━━━ MATERIAL SUPPLIED
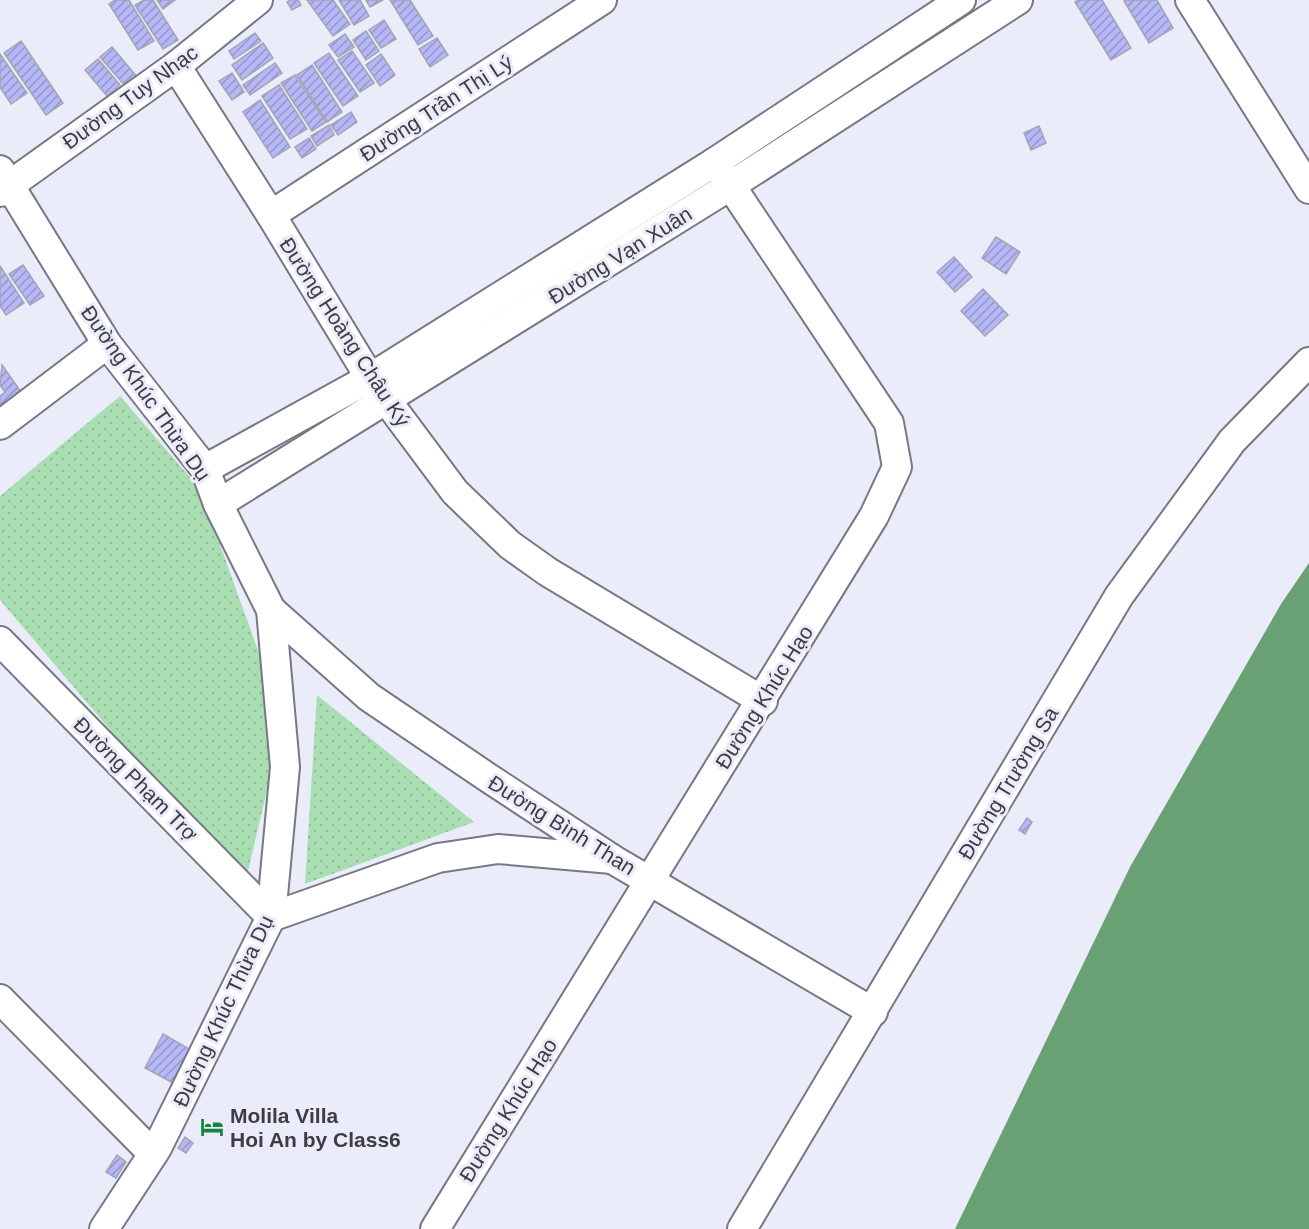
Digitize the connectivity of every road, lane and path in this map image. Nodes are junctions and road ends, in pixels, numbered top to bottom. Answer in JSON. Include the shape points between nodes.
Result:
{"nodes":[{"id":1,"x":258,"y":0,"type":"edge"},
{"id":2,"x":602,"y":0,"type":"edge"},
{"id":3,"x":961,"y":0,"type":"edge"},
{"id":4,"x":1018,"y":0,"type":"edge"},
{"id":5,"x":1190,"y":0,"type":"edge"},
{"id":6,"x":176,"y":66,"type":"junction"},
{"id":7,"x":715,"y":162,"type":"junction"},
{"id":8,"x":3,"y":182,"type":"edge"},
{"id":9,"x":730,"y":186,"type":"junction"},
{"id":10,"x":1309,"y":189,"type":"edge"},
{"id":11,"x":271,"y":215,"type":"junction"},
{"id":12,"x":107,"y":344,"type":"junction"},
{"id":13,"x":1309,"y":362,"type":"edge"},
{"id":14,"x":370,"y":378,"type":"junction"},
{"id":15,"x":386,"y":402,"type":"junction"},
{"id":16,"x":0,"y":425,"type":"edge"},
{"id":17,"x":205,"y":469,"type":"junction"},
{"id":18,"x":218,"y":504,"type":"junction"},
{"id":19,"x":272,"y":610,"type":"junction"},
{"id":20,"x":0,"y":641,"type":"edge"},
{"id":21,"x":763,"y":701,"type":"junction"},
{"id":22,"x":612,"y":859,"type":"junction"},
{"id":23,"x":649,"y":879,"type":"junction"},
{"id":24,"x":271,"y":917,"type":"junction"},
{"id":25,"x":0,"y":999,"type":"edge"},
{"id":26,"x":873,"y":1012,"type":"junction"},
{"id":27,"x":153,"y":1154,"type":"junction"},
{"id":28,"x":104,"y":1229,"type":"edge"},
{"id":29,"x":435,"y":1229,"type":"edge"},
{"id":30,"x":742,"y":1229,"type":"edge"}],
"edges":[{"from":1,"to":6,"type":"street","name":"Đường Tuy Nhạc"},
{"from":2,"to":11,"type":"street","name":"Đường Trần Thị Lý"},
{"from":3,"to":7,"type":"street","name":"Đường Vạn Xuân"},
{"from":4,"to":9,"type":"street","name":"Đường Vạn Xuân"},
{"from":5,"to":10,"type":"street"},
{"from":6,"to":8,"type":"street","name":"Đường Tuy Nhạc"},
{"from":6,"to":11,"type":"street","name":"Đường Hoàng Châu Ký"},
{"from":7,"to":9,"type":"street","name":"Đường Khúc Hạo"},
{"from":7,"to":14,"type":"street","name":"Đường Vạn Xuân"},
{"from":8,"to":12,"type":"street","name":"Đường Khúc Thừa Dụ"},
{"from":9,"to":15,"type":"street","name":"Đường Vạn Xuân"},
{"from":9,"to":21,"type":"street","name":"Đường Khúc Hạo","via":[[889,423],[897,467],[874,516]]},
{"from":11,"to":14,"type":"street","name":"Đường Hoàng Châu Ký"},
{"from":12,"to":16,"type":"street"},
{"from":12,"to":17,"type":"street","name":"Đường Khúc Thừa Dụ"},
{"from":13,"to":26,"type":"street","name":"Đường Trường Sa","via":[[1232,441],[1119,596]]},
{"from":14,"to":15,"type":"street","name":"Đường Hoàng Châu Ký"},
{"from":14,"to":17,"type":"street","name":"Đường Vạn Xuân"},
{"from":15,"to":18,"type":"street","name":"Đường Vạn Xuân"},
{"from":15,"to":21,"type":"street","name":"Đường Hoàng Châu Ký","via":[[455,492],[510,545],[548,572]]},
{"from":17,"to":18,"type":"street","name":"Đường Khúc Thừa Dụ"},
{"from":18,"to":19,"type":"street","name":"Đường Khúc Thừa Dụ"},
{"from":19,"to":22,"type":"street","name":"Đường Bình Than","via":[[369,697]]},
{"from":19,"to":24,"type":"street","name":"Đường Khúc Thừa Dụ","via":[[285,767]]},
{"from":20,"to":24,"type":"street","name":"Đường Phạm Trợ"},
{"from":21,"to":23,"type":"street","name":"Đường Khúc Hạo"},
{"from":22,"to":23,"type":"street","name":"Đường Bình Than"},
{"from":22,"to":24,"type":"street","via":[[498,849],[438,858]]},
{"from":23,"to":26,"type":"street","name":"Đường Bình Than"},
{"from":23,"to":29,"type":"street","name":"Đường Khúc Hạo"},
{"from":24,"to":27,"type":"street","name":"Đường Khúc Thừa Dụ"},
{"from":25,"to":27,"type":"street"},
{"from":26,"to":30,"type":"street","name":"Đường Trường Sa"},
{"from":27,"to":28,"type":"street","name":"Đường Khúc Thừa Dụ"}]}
━━━━━━
**EXERCISE:** Give back every entry word for word, and drop the pictures as you go.

**EXERCISE SOLUTION:**
Digitize the connectivity of every road, lane and path in this map image. Nodes are junctions and road ends, in pixels, numbered top to bottom. Answer in JSON. Include the shape points between nodes.
Result:
{"nodes":[{"id":1,"x":258,"y":0,"type":"edge"},
{"id":2,"x":602,"y":0,"type":"edge"},
{"id":3,"x":961,"y":0,"type":"edge"},
{"id":4,"x":1018,"y":0,"type":"edge"},
{"id":5,"x":1190,"y":0,"type":"edge"},
{"id":6,"x":176,"y":66,"type":"junction"},
{"id":7,"x":715,"y":162,"type":"junction"},
{"id":8,"x":3,"y":182,"type":"edge"},
{"id":9,"x":730,"y":186,"type":"junction"},
{"id":10,"x":1309,"y":189,"type":"edge"},
{"id":11,"x":271,"y":215,"type":"junction"},
{"id":12,"x":107,"y":344,"type":"junction"},
{"id":13,"x":1309,"y":362,"type":"edge"},
{"id":14,"x":370,"y":378,"type":"junction"},
{"id":15,"x":386,"y":402,"type":"junction"},
{"id":16,"x":0,"y":425,"type":"edge"},
{"id":17,"x":205,"y":469,"type":"junction"},
{"id":18,"x":218,"y":504,"type":"junction"},
{"id":19,"x":272,"y":610,"type":"junction"},
{"id":20,"x":0,"y":641,"type":"edge"},
{"id":21,"x":763,"y":701,"type":"junction"},
{"id":22,"x":612,"y":859,"type":"junction"},
{"id":23,"x":649,"y":879,"type":"junction"},
{"id":24,"x":271,"y":917,"type":"junction"},
{"id":25,"x":0,"y":999,"type":"edge"},
{"id":26,"x":873,"y":1012,"type":"junction"},
{"id":27,"x":153,"y":1154,"type":"junction"},
{"id":28,"x":104,"y":1229,"type":"edge"},
{"id":29,"x":435,"y":1229,"type":"edge"},
{"id":30,"x":742,"y":1229,"type":"edge"}],
"edges":[{"from":1,"to":6,"type":"street","name":"Đường Tuy Nhạc"},
{"from":2,"to":11,"type":"street","name":"Đường Trần Thị Lý"},
{"from":3,"to":7,"type":"street","name":"Đường Vạn Xuân"},
{"from":4,"to":9,"type":"street","name":"Đường Vạn Xuân"},
{"from":5,"to":10,"type":"street"},
{"from":6,"to":8,"type":"street","name":"Đường Tuy Nhạc"},
{"from":6,"to":11,"type":"street","name":"Đường Hoàng Châu Ký"},
{"from":7,"to":9,"type":"street","name":"Đường Khúc Hạo"},
{"from":7,"to":14,"type":"street","name":"Đường Vạn Xuân"},
{"from":8,"to":12,"type":"street","name":"Đường Khúc Thừa Dụ"},
{"from":9,"to":15,"type":"street","name":"Đường Vạn Xuân"},
{"from":9,"to":21,"type":"street","name":"Đường Khúc Hạo","via":[[889,423],[897,467],[874,516]]},
{"from":11,"to":14,"type":"street","name":"Đường Hoàng Châu Ký"},
{"from":12,"to":16,"type":"street"},
{"from":12,"to":17,"type":"street","name":"Đường Khúc Thừa Dụ"},
{"from":13,"to":26,"type":"street","name":"Đường Trường Sa","via":[[1232,441],[1119,596]]},
{"from":14,"to":15,"type":"street","name":"Đường Hoàng Châu Ký"},
{"from":14,"to":17,"type":"street","name":"Đường Vạn Xuân"},
{"from":15,"to":18,"type":"street","name":"Đường Vạn Xuân"},
{"from":15,"to":21,"type":"street","name":"Đường Hoàng Châu Ký","via":[[455,492],[510,545],[548,572]]},
{"from":17,"to":18,"type":"street","name":"Đường Khúc Thừa Dụ"},
{"from":18,"to":19,"type":"street","name":"Đường Khúc Thừa Dụ"},
{"from":19,"to":22,"type":"street","name":"Đường Bình Than","via":[[369,697]]},
{"from":19,"to":24,"type":"street","name":"Đường Khúc Thừa Dụ","via":[[285,767]]},
{"from":20,"to":24,"type":"street","name":"Đường Phạm Trợ"},
{"from":21,"to":23,"type":"street","name":"Đường Khúc Hạo"},
{"from":22,"to":23,"type":"street","name":"Đường Bình Than"},
{"from":22,"to":24,"type":"street","via":[[498,849],[438,858]]},
{"from":23,"to":26,"type":"street","name":"Đường Bình Than"},
{"from":23,"to":29,"type":"street","name":"Đường Khúc Hạo"},
{"from":24,"to":27,"type":"street","name":"Đường Khúc Thừa Dụ"},
{"from":25,"to":27,"type":"street"},
{"from":26,"to":30,"type":"street","name":"Đường Trường Sa"},
{"from":27,"to":28,"type":"street","name":"Đường Khúc Thừa Dụ"}]}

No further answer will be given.